*** Begin section ***

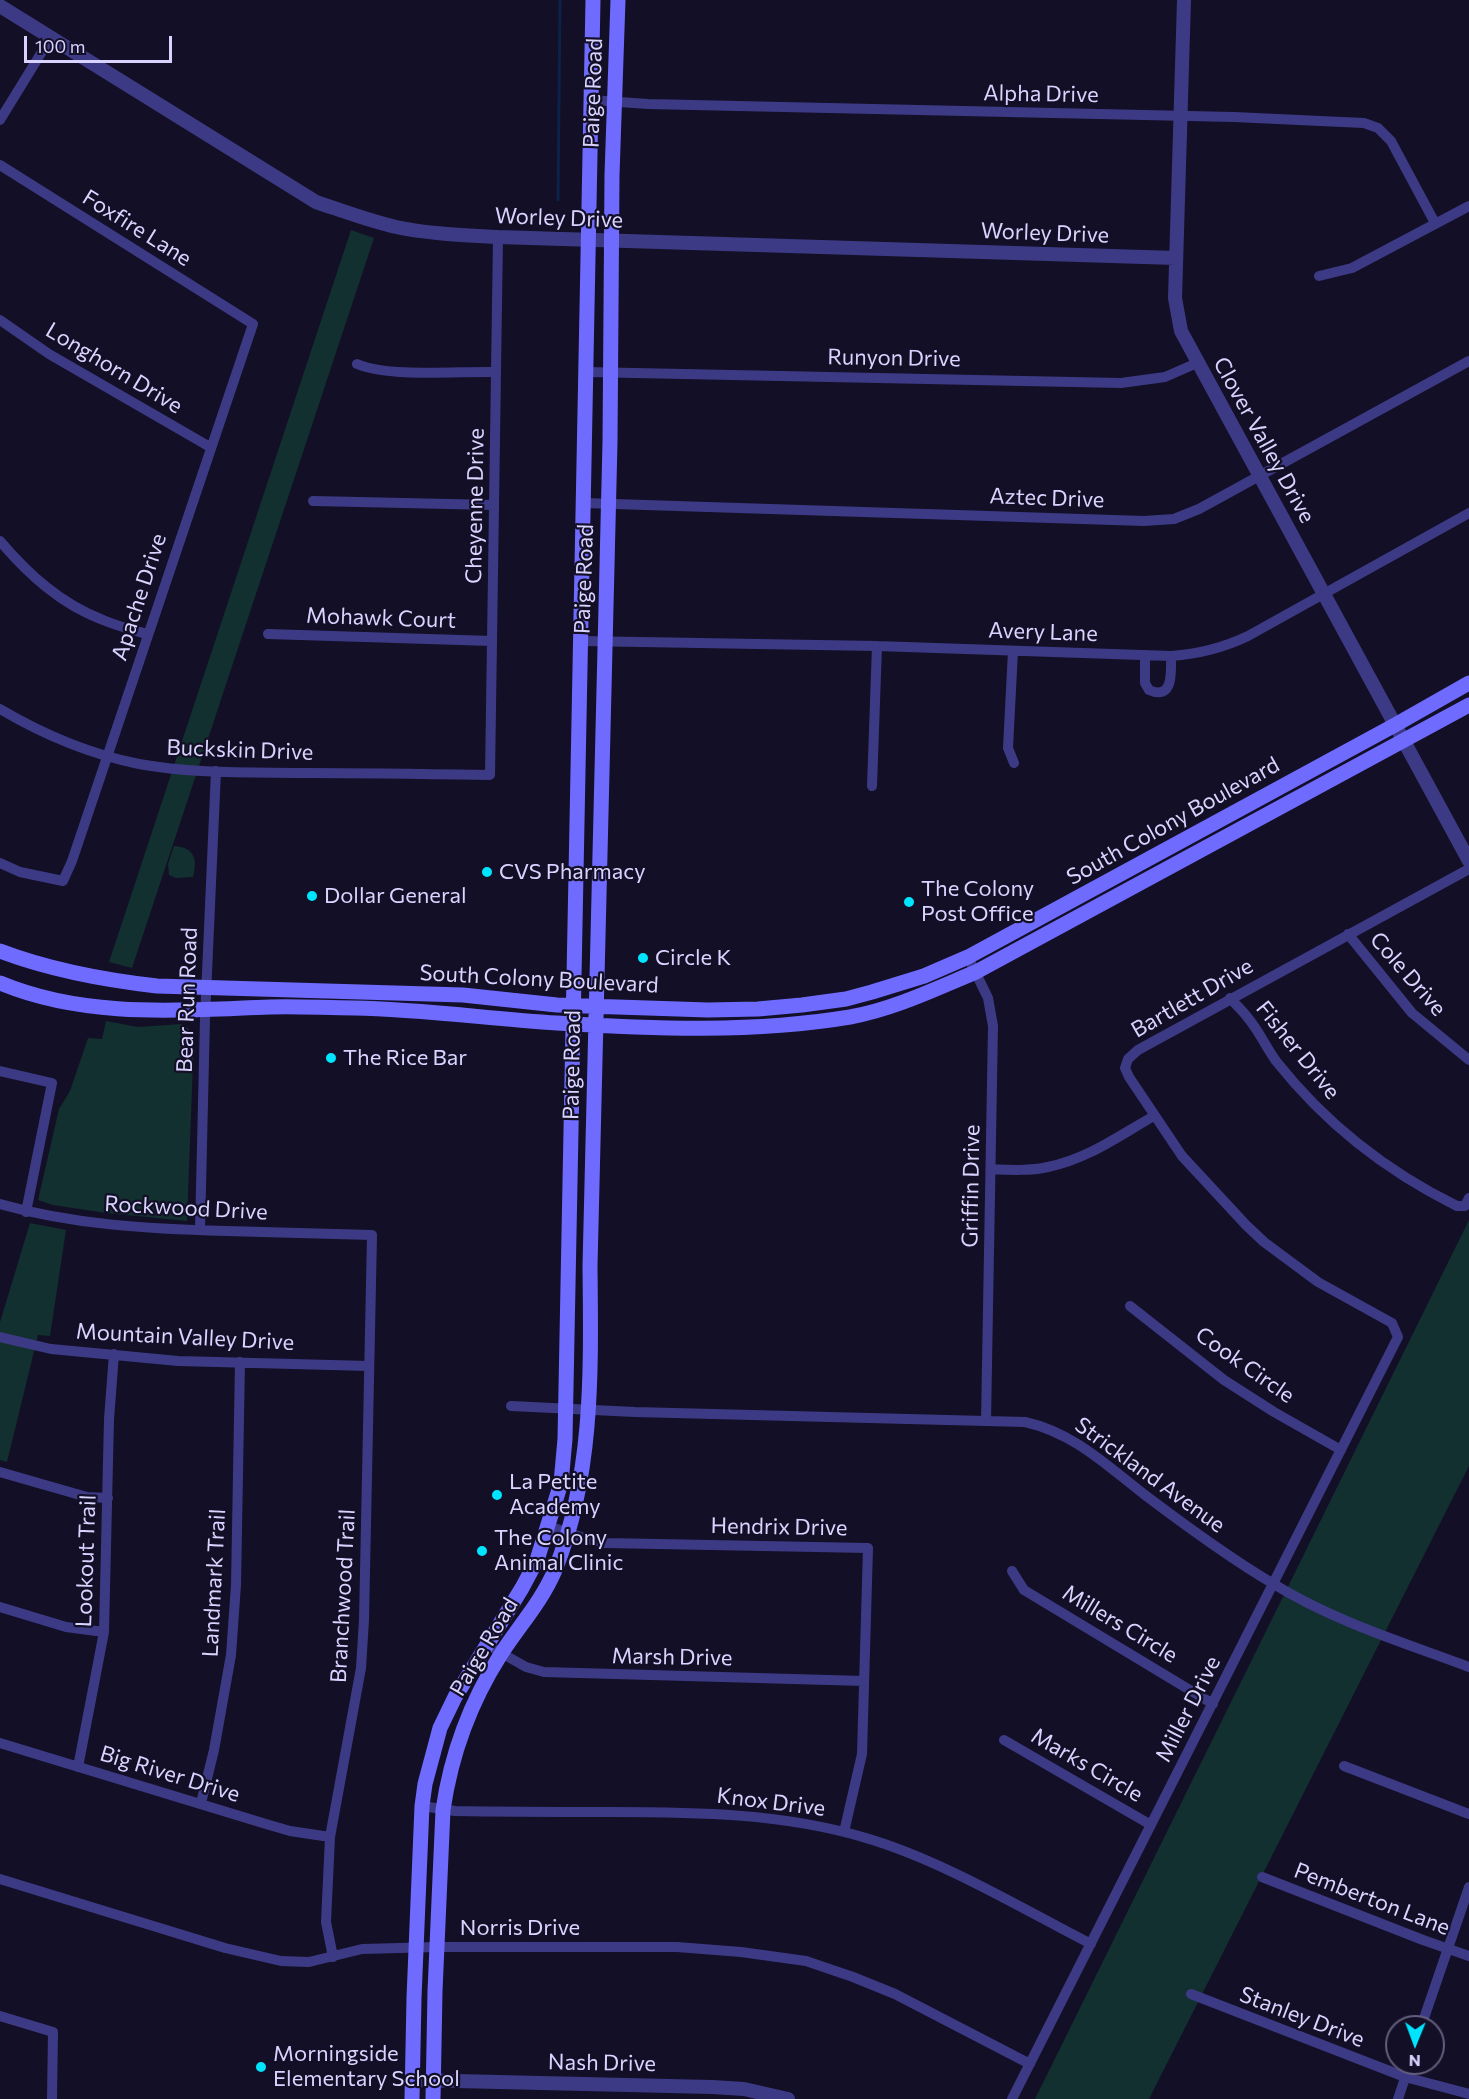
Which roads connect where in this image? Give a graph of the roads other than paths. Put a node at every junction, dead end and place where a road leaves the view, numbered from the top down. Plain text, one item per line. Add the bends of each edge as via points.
1 (593, 0) edge
2 (618, 0) edge
3 (1184, 0) edge
4 (0, 6) edge
5 (51, 37) junction
6 (591, 99) junction
7 (615, 102) junction
8 (1180, 116) junction
9 (0, 120) edge
10 (0, 165) edge
11 (1469, 206) edge
12 (1435, 223) junction
13 (498, 237) junction
14 (589, 240) junction
15 (612, 240) junction
16 (1176, 258) junction
17 (1319, 276) dead end
18 (0, 320) edge
19 (253, 324) joint
20 (1469, 361) edge
21 (1197, 363) junction
22 (357, 364) dead end
23 (496, 372) junction
24 (586, 372) junction
25 (611, 372) junction
26 (210, 447) junction
27 (1259, 476) junction
28 (313, 501) dead end
29 (584, 503) junction
30 (609, 504) junction
31 (494, 505) junction
32 (1469, 513) edge
33 (0, 541) edge
34 (1324, 593) junction
35 (147, 634) junction
36 (268, 634) dead end
37 (492, 641) junction
38 (581, 641) junction
39 (605, 642) junction
40 (877, 646) junction
41 (1013, 651) junction
42 (1145, 655) junction
43 (1172, 656) junction
44 (1469, 683) edge
45 (1469, 705) edge
46 (0, 709) edge
47 (1395, 725) junction
48 (1404, 741) junction
49 (107, 756) junction
50 (1014, 763) dead end
51 (216, 771) junction
52 (490, 775) joint
53 (872, 786) dead end
54 (600, 859) junction
55 (1469, 861) edge
56 (577, 862) junction
57 (1144, 862) junction
58 (0, 863) edge
59 (1469, 869) edge
60 (1152, 877) junction
61 (1347, 934) junction
62 (0, 951) edge
63 (968, 957) junction
64 (976, 972) junction
65 (0, 983) edge
66 (207, 988) junction
67 (356, 991) junction
68 (872, 992) junction
69 (442, 995) junction
70 (1230, 998) junction
71 (802, 1005) junction
72 (574, 1006) junction
73 (596, 1006) junction
74 (890, 1006) junction
75 (356, 1008) junction
76 (206, 1011) junction
77 (455, 1014) junction
78 (804, 1022) junction
79 (573, 1024) junction
80 (595, 1024) junction
81 (1469, 1060) edge
82 (0, 1071) edge
83 (1154, 1116) junction
84 (991, 1169) junction
85 (1469, 1198) edge
86 (0, 1204) edge
87 (569, 1210) junction
88 (591, 1211) junction
89 (26, 1212) junction
90 (200, 1230) junction
91 (372, 1235) joint
92 (1130, 1306) dead end
93 (0, 1337) edge
94 (1398, 1337) joint
95 (114, 1354) junction
96 (240, 1362) junction
97 (369, 1366) junction
98 (511, 1406) dead end
99 (566, 1409) junction
100 (588, 1410) junction
101 (986, 1421) junction
102 (1341, 1450) junction
103 (0, 1472) edge
104 (108, 1497) junction
105 (548, 1526) junction
106 (569, 1533) junction
107 (1012, 1571) dead end
108 (1273, 1584) junction
109 (0, 1607) edge
110 (104, 1632) junction
111 (487, 1642) junction
112 (501, 1654) junction
113 (1469, 1667) edge
114 (864, 1681) junction
115 (1213, 1704) junction
116 (1004, 1740) dead end
117 (0, 1743) edge
118 (1344, 1766) dead end
119 (78, 1767) junction
120 (201, 1803) junction
121 (422, 1806) junction
122 (443, 1810) junction
123 (1469, 1814) edge
124 (1151, 1825) junction
125 (844, 1832) junction
126 (330, 1837) junction
127 (1262, 1878) dead end
128 (0, 1879) edge
129 (1469, 1887) edge
130 (1091, 1944) junction
131 (416, 1947) junction
132 (437, 1947) junction
133 (1448, 1950) junction
134 (1469, 1956) edge
135 (333, 1957) junction
136 (1191, 1994) dead end
137 (1425, 2015) edge
138 (0, 2016) edge
139 (1030, 2064) junction
140 (1405, 2077) junction
141 (413, 2080) junction
142 (434, 2080) junction
143 (1469, 2094) edge
144 (52, 2099) edge
145 (412, 2099) edge
146 (433, 2099) edge
147 (788, 2099) edge
148 (1012, 2099) edge
149 (1398, 2099) edge

1 - 6 main road, Paige Road
2 - 7 main road, Paige Road
3 - 8 street, Clover Valley Drive
4 - 5 street, Worley Drive
5 - 9 street
5 - 13 street, Worley Drive via 316,201 398,228
6 - 7 street, Alpha Drive
6 - 14 main road, Paige Road
7 - 8 street, Alpha Drive
7 - 15 main road, Paige Road
8 - 12 street, Alpha Drive via 1344,121 1378,128 1399,155
8 - 16 street, Clover Valley Drive
10 - 19 street, Foxfire Lane
11 - 12 street
12 - 17 street via 1352,268
13 - 14 street, Worley Drive
13 - 23 street, Cheyenne Drive
14 - 15 street, Worley Drive
14 - 24 main road, Paige Road
15 - 16 street, Worley Drive
15 - 25 main road, Paige Road
16 - 21 street, Clover Valley Drive via 1177,316
18 - 26 street, Longhorn Drive via 49,354
19 - 26 street, Apache Drive
20 - 27 street, Aztec Drive
21 - 25 street, Runyon Drive via 1165,377 1121,383
21 - 27 street, Clover Valley Drive
22 - 23 street via 391,371
23 - 31 street, Cheyenne Drive
24 - 25 street, Runyon Drive
24 - 29 main road, Paige Road
25 - 30 main road, Paige Road
26 - 35 street, Apache Drive
27 - 30 street, Aztec Drive via 1184,516 1158,521
27 - 34 street, Clover Valley Drive
28 - 31 street
29 - 30 street, Aztec Drive
29 - 38 main road, Paige Road
30 - 39 main road, Paige Road
31 - 37 street, Cheyenne Drive
32 - 34 street, Avery Lane
33 - 35 street via 22,567 62,600 104,621
34 - 43 street, Avery Lane via 1232,643
34 - 47 street, Clover Valley Drive
35 - 49 street, Apache Drive
36 - 37 street, Mohawk Court
37 - 52 street, Cheyenne Drive
38 - 39 street, Avery Lane
38 - 56 main road, Paige Road
39 - 40 street, Avery Lane
39 - 54 main road, Paige Road
40 - 41 street, Avery Lane
40 - 53 street
41 - 42 street, Avery Lane
41 - 50 street via 1008,748
42 - 43 street, Avery Lane
42 - 43 street via 1145,683 1157,693 1170,683
44 - 47 main road, South Colony Boulevard
45 - 48 main road, South Colony Boulevard
46 - 49 street, Buckskin Drive via 61,741
47 - 48 street, Clover Valley Drive
47 - 57 main road, South Colony Boulevard
48 - 55 street, Clover Valley Drive
48 - 60 main road, South Colony Boulevard
49 - 51 street, Buckskin Drive via 140,764
49 - 58 street, Apache Drive via 63,881 20,872
51 - 52 street, Buckskin Drive
51 - 66 street, Bear Run Road
54 - 56 main road
54 - 73 main road, Paige Road
56 - 72 main road, Paige Road
57 - 60 main road
57 - 63 main road, South Colony Boulevard
59 - 61 street, Bartlett Drive
60 - 64 main road, South Colony Boulevard
61 - 70 street, Bartlett Drive
61 - 81 street, Cole Drive via 1412,1013
62 - 66 main road, South Colony Boulevard via 123,982
63 - 64 street, Griffin Drive
63 - 68 main road, South Colony Boulevard
64 - 74 main road, South Colony Boulevard
64 - 84 street, Griffin Drive via 988,998 993,1026
65 - 76 main road, South Colony Boulevard via 78,1005 131,1011
66 - 67 main road, South Colony Boulevard
66 - 76 street, Bear Run Road
67 - 69 main road, South Colony Boulevard
67 - 75 main road
68 - 71 main road, South Colony Boulevard
68 - 74 main road
69 - 72 main road, South Colony Boulevard
69 - 77 main road
70 - 83 street, Bartlett Drive via 1128,1059 1125,1068 1129,1077
70 - 85 street, Fisher Drive via 1249,1018 1276,1060 1329,1119 1370,1154 1457,1206 1465,1206
71 - 73 main road, South Colony Boulevard via 708,1010
71 - 78 main road
72 - 73 main road, South Colony Boulevard
72 - 79 main road, Paige Road
73 - 80 main road, Paige Road
74 - 78 main road, South Colony Boulevard
75 - 76 main road, South Colony Boulevard
75 - 77 main road, South Colony Boulevard
76 - 90 street, Bear Run Road
77 - 79 main road, South Colony Boulevard
78 - 80 main road, South Colony Boulevard via 733,1027
79 - 80 main road, South Colony Boulevard
79 - 87 main road, Paige Road
80 - 88 main road, Paige Road
82 - 89 street via 52,1083
83 - 84 street via 1100,1148 1048,1167
83 - 94 street, Bartlett Drive via 1182,1156 1264,1242 1318,1282 1392,1323
84 - 101 street, Griffin Drive
86 - 89 street, Rockwood Drive
87 - 88 main road
87 - 99 main road, Paige Road
88 - 100 main road, Paige Road
89 - 90 street, Rockwood Drive via 113,1226
90 - 91 street, Rockwood Drive
91 - 97 street, Branchwood Trail
92 - 102 street, Cook Circle via 1224,1380
93 - 95 street, Mountain Valley Drive via 51,1349
94 - 102 street, Miller Drive
95 - 96 street, Mountain Valley Drive
95 - 104 street, Lookout Trail
96 - 97 street, Mountain Valley Drive
96 - 120 street, Landmark Trail via 231,1655
97 - 126 street, Branchwood Trail via 361,1668
98 - 99 street, Strickland Avenue
99 - 100 street, Strickland Avenue
99 - 105 main road, Paige Road via 561,1483
100 - 101 street, Strickland Avenue
100 - 106 main road, Paige Road
101 - 108 street, Strickland Avenue via 1025,1422 1063,1434 1217,1548
102 - 108 street, Miller Drive
103 - 104 street via 87,1497
104 - 110 street, Lookout Trail
105 - 106 street, Hendrix Drive
105 - 111 main road, Paige Road via 537,1560
106 - 112 main road, Paige Road via 542,1596
106 - 114 street, Hendrix Drive via 605,1543 868,1548
107 - 115 street, Millers Circle via 1024,1590
108 - 113 street, Strickland Avenue via 1328,1614
108 - 115 street, Miller Drive
109 - 110 street via 66,1627
110 - 119 street, Lookout Trail
111 - 112 street, Marsh Drive
111 - 121 main road, Paige Road via 440,1728
112 - 114 street, Marsh Drive via 526,1667 561,1674
112 - 122 main road, Paige Road via 464,1728 446,1786
114 - 125 street, Hendrix Drive via 861,1754
115 - 124 street, Miller Drive
116 - 124 street, Marks Circle
117 - 119 street, Big River Drive
118 - 123 street
119 - 120 street, Big River Drive
120 - 126 street, Big River Drive via 290,1831
121 - 122 street, Knox Drive
121 - 131 main road, Paige Road
122 - 125 street, Knox Drive via 687,1812 766,1818
122 - 132 main road, Paige Road
124 - 130 street, Miller Drive
125 - 130 street, Knox Drive via 933,1864
126 - 135 street, Branchwood Trail via 326,1922
127 - 133 street, Pemberton Lane
128 - 135 street, Norris Drive via 263,1958 309,1962
129 - 133 street
130 - 139 street, Miller Drive
131 - 132 street, Norris Drive
131 - 135 street, Norris Drive via 362,1949
131 - 141 main road, Paige Road
132 - 139 street, Norris Drive via 677,1947 806,1961 895,1994
132 - 142 main road, Paige Road
133 - 134 street, Pemberton Lane
133 - 137 street
136 - 140 street, Stanley Drive
138 - 144 street via 52,2032
139 - 148 street, Miller Drive
140 - 143 street, Stanley Drive
140 - 149 street
141 - 142 street, Nash Drive
141 - 145 main road, Paige Road
142 - 146 main road, Paige Road
142 - 147 street, Nash Drive via 712,2087 744,2089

*** End section ***

- What you need to do
Copy every line above that includes the string "Runyon".

- Response for this exercise
21 - 25 street, Runyon Drive via 1165,377 1121,383
24 - 25 street, Runyon Drive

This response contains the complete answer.